CUSMA, the Canada-United States-Mexico Agreement, came into effect on July 1st, replacing NAFTA. In Canada, it’s called CUSMA but in the US, it’s USMCA (United States-Mexico-Canada Agreement) and TMEC (Tratato Mexico-Estados Unidos-Canada) in Mexico.
With the exception of new Chapters on labour, e-commerce, SME’s and the environment, CUSMA is a cut-and-paste copy of NAFTA. The automobile industry is the most affected, as its rules of origin are more demanding, with higher percentages of North American content, new Labour Value Content rules, and a new requirement to use 70% of North-American steel and aluminium. Some of these new requirements are phased-in over several years. There are also minor changes in the rules of origin for garments, chemicals and cosmetics. For dairy, poultry and egg products, Canada has managed to maintain its supply management system, which the US wanted dismantled, but had to open the door to more US products, representing 3.6% of the Canadian market. No change regarding customs processes, with the exception of the NAFTA Certificate of Origin form replaced by an Origin Certification similar to the CETA one, though more detailed. And the Origin Certification can now be issued by the importer, which is a novel, unusual provision.

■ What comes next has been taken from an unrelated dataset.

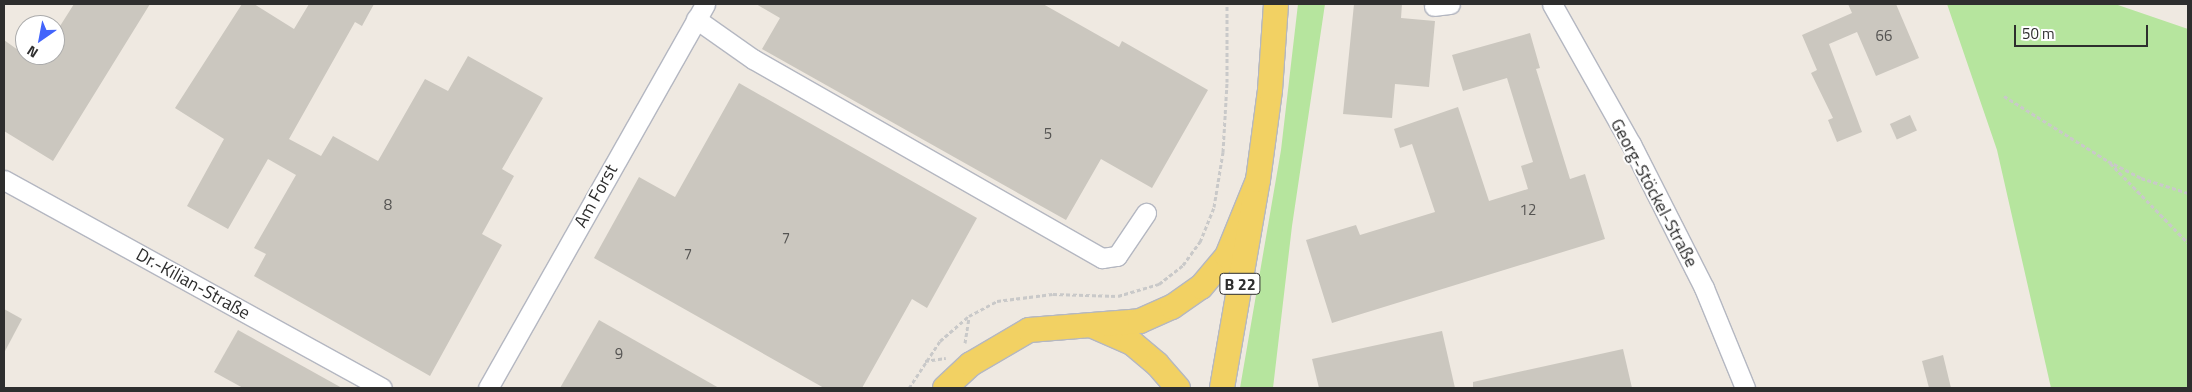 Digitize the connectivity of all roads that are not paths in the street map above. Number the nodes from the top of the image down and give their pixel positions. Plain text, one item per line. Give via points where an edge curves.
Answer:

The new Agreement is great news for Canada and it’s also good news for European firms already active or interested in the Canadian market, as it provides stability to the Canadian economy. And for a European exporter selling in Canada, serving the US market from a Canadian distribution center is both efficient and economical. Thanks to CETA, European products enter Canada free of customs duties. They can be re-exported and enter the US free of duty if they don’t exceed the US$800 ‘’de minimis’’ limit, an ideal tool for B2C and e-commerce. The proximity of the US border also makes it easy to set-up a reverse logistics system to receive and consolidate any returns.